Nothing but the lines from the one containing "middle mcp: (681, 725)" through the one containing "thumb ip: (1261, 670)", both included, should be given again, each exactly as written below.

Limb landmark coordinates
━━━━━━━━

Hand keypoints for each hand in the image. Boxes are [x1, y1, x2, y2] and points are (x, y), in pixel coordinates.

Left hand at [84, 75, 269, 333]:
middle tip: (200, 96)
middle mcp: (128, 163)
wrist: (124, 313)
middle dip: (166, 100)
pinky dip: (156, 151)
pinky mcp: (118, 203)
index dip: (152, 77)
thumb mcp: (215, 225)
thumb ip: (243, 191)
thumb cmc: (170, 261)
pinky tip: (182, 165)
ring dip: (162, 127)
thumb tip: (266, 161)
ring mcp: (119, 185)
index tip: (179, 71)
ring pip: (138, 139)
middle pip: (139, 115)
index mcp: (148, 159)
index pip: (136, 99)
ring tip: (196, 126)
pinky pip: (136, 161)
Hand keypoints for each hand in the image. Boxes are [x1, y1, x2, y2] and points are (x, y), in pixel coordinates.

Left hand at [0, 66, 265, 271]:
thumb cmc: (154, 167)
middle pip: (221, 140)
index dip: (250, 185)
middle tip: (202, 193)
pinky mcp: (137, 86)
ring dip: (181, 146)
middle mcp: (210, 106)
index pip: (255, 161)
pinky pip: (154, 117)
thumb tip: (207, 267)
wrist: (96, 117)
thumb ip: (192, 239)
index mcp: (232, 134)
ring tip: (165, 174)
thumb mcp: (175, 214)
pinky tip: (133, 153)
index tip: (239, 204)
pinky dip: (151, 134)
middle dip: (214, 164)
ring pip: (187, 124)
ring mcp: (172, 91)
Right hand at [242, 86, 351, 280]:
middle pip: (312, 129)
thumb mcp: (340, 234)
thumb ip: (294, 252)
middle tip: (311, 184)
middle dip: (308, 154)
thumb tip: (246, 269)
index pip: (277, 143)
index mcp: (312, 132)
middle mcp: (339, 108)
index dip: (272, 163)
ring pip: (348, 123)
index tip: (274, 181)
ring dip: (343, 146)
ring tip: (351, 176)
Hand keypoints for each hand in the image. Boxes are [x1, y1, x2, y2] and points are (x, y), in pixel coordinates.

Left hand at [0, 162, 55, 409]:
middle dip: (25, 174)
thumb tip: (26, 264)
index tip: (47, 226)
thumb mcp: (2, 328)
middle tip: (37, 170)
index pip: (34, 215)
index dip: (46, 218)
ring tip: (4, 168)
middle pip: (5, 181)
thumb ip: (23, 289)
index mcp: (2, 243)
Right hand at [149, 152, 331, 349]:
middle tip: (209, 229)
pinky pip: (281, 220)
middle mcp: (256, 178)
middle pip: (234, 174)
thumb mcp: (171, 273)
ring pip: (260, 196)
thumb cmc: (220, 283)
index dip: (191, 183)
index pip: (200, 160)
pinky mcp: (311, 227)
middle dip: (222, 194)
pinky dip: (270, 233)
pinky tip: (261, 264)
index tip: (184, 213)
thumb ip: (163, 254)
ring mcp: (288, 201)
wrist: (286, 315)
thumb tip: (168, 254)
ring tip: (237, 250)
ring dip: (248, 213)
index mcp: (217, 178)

━━━━━━━━

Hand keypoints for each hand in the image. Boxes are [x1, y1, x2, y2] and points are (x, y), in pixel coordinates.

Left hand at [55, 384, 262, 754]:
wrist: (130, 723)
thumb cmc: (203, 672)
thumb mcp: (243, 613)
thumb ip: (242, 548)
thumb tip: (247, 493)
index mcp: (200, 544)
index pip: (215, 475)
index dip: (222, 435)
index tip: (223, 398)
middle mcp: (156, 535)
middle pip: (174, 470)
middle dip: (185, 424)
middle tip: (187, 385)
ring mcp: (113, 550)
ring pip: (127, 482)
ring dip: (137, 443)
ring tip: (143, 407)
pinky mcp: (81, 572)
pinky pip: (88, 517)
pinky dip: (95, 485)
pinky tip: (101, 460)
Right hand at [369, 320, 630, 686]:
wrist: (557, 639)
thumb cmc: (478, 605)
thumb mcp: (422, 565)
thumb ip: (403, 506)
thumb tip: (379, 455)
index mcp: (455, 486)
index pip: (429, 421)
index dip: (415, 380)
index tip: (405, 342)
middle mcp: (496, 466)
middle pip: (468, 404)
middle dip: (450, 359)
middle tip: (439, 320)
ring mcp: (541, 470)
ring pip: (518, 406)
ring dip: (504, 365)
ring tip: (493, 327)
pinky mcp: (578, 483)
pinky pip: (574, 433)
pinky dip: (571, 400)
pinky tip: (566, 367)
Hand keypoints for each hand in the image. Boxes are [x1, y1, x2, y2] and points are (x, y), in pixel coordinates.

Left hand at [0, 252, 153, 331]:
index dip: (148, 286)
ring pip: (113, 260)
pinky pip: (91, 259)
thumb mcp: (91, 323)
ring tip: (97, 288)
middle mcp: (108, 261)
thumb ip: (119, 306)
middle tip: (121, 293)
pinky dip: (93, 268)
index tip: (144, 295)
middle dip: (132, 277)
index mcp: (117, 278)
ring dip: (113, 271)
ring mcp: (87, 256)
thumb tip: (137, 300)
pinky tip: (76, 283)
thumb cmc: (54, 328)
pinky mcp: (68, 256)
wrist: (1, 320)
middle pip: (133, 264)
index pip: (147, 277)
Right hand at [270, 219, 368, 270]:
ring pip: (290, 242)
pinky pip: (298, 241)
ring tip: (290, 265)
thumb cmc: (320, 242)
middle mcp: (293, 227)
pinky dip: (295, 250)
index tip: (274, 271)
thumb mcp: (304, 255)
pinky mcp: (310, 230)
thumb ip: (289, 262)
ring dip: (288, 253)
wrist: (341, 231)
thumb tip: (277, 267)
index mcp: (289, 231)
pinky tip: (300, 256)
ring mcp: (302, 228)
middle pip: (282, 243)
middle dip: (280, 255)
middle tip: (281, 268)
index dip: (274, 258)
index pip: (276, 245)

━━━━━━━━

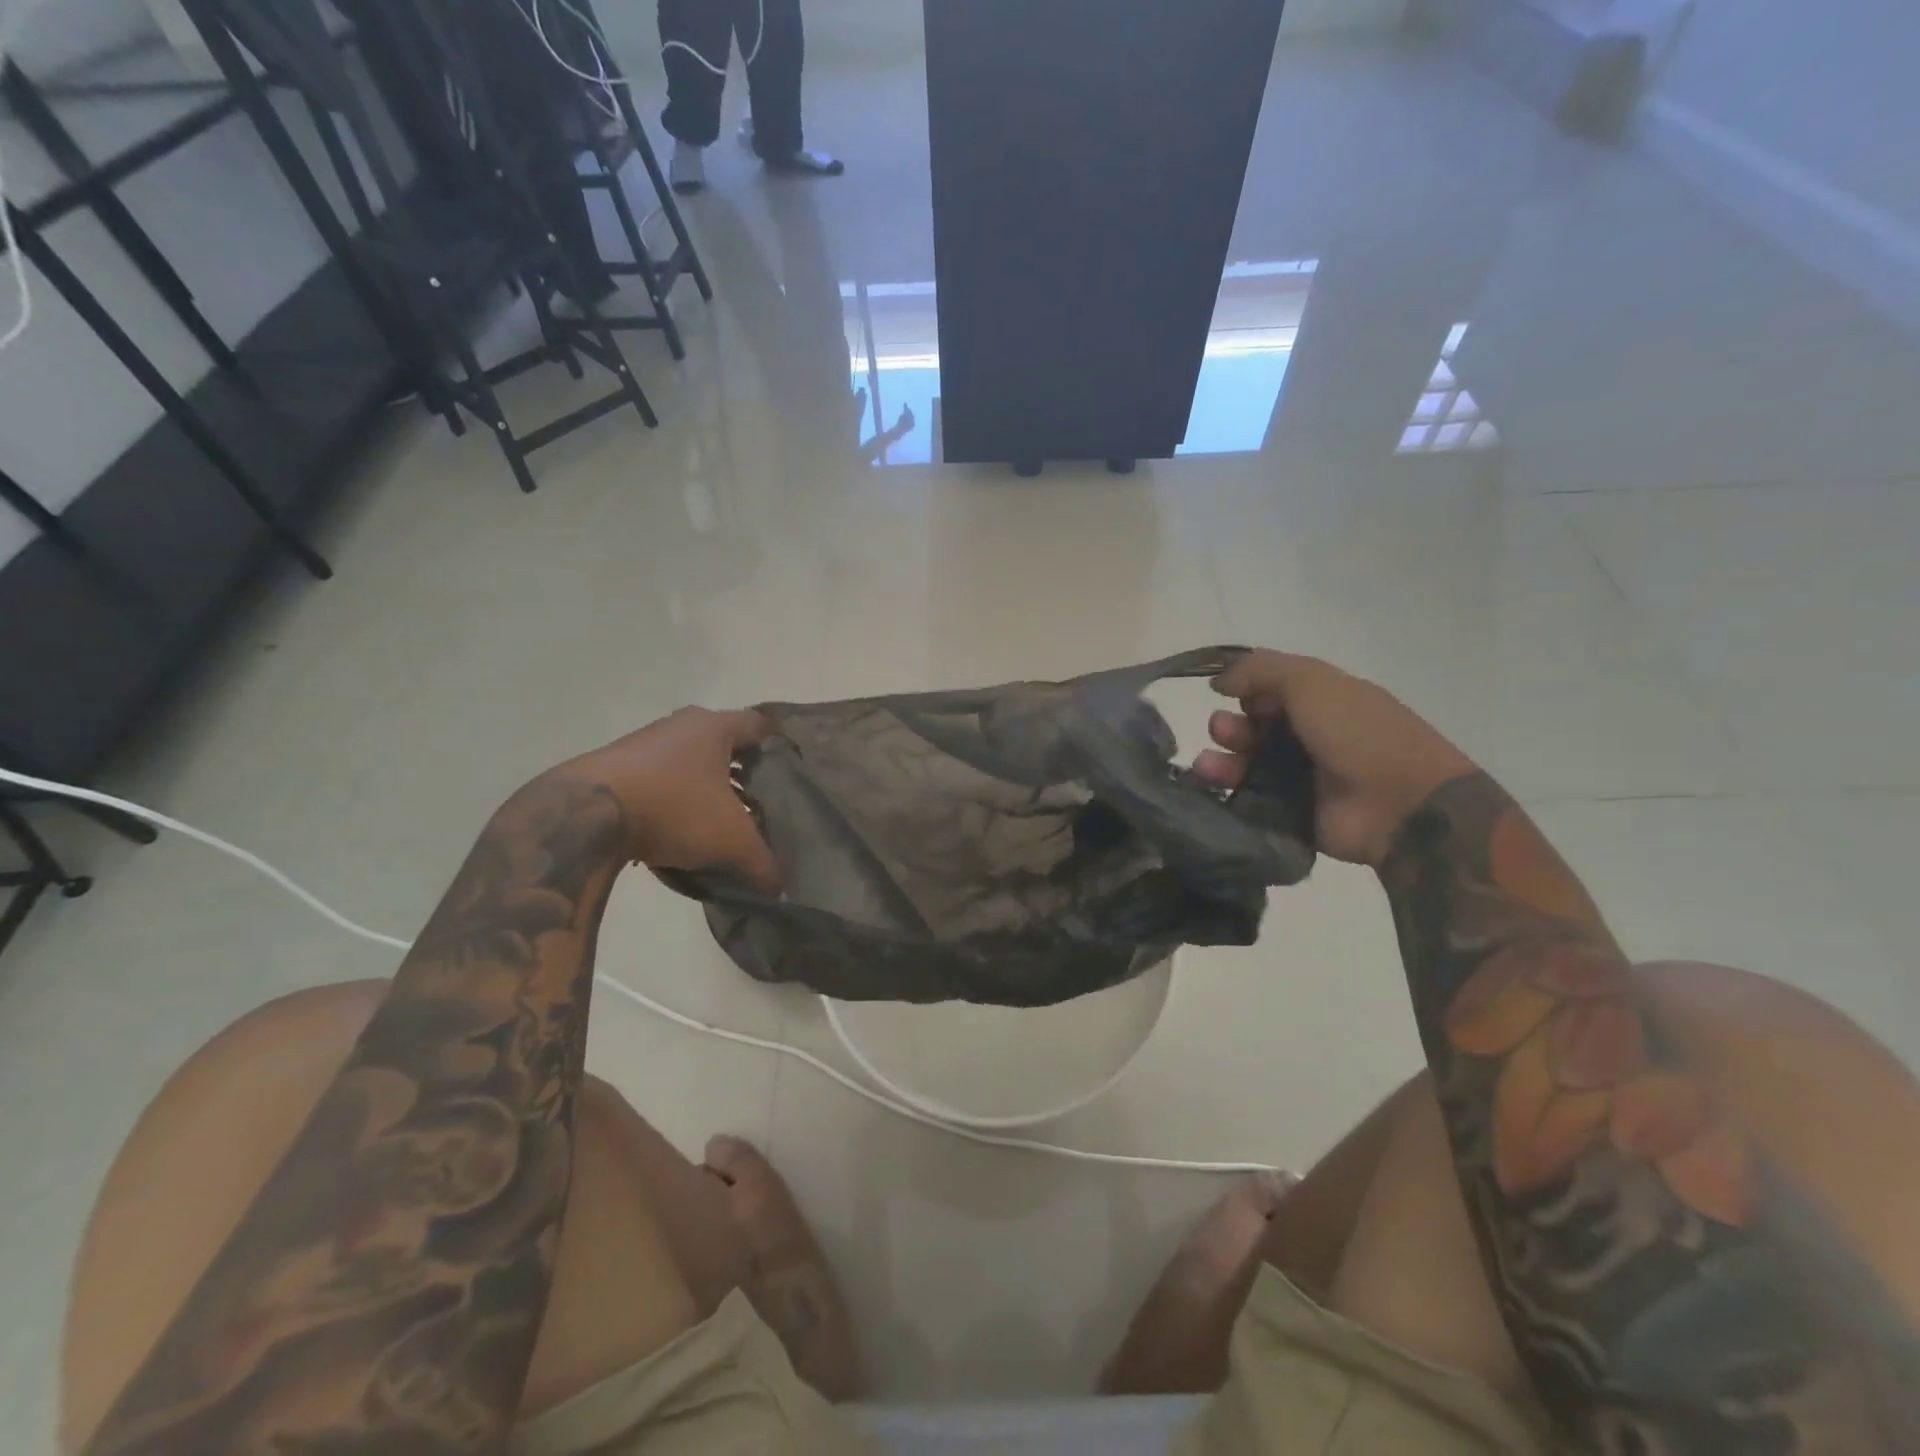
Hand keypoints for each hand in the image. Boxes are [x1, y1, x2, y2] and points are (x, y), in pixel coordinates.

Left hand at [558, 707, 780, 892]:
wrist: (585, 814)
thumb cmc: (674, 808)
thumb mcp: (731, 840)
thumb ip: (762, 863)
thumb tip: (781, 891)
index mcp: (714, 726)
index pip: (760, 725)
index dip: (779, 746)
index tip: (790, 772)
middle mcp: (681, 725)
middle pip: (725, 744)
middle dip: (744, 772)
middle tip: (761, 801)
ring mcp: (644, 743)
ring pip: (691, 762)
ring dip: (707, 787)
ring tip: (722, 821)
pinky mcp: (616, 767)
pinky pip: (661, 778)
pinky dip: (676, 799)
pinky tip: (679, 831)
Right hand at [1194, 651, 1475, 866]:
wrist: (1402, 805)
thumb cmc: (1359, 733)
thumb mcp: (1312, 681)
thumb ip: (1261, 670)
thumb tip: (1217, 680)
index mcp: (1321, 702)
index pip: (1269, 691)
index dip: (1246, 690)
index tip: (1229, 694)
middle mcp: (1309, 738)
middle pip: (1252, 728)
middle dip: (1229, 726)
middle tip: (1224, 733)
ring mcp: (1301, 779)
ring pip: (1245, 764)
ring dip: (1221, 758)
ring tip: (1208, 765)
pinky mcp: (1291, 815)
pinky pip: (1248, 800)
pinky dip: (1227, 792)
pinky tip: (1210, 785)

━━━━━━━━

→ PROBLEM SOLUTION
middle mcp: (681, 725)
middle pip: (725, 744)
middle dip: (744, 772)
middle tip: (761, 801)
ring mcp: (644, 743)
ring pip: (691, 762)
ring dip: (707, 787)
ring tip: (722, 821)
pinky mcp: (616, 767)
pinky pip: (661, 778)
pinky dip: (676, 799)
pinky tip: (679, 831)
Right hand at [1194, 651, 1475, 866]:
wrist: (1402, 805)
thumb cmc: (1359, 733)
thumb mcp: (1312, 681)
thumb ip: (1261, 670)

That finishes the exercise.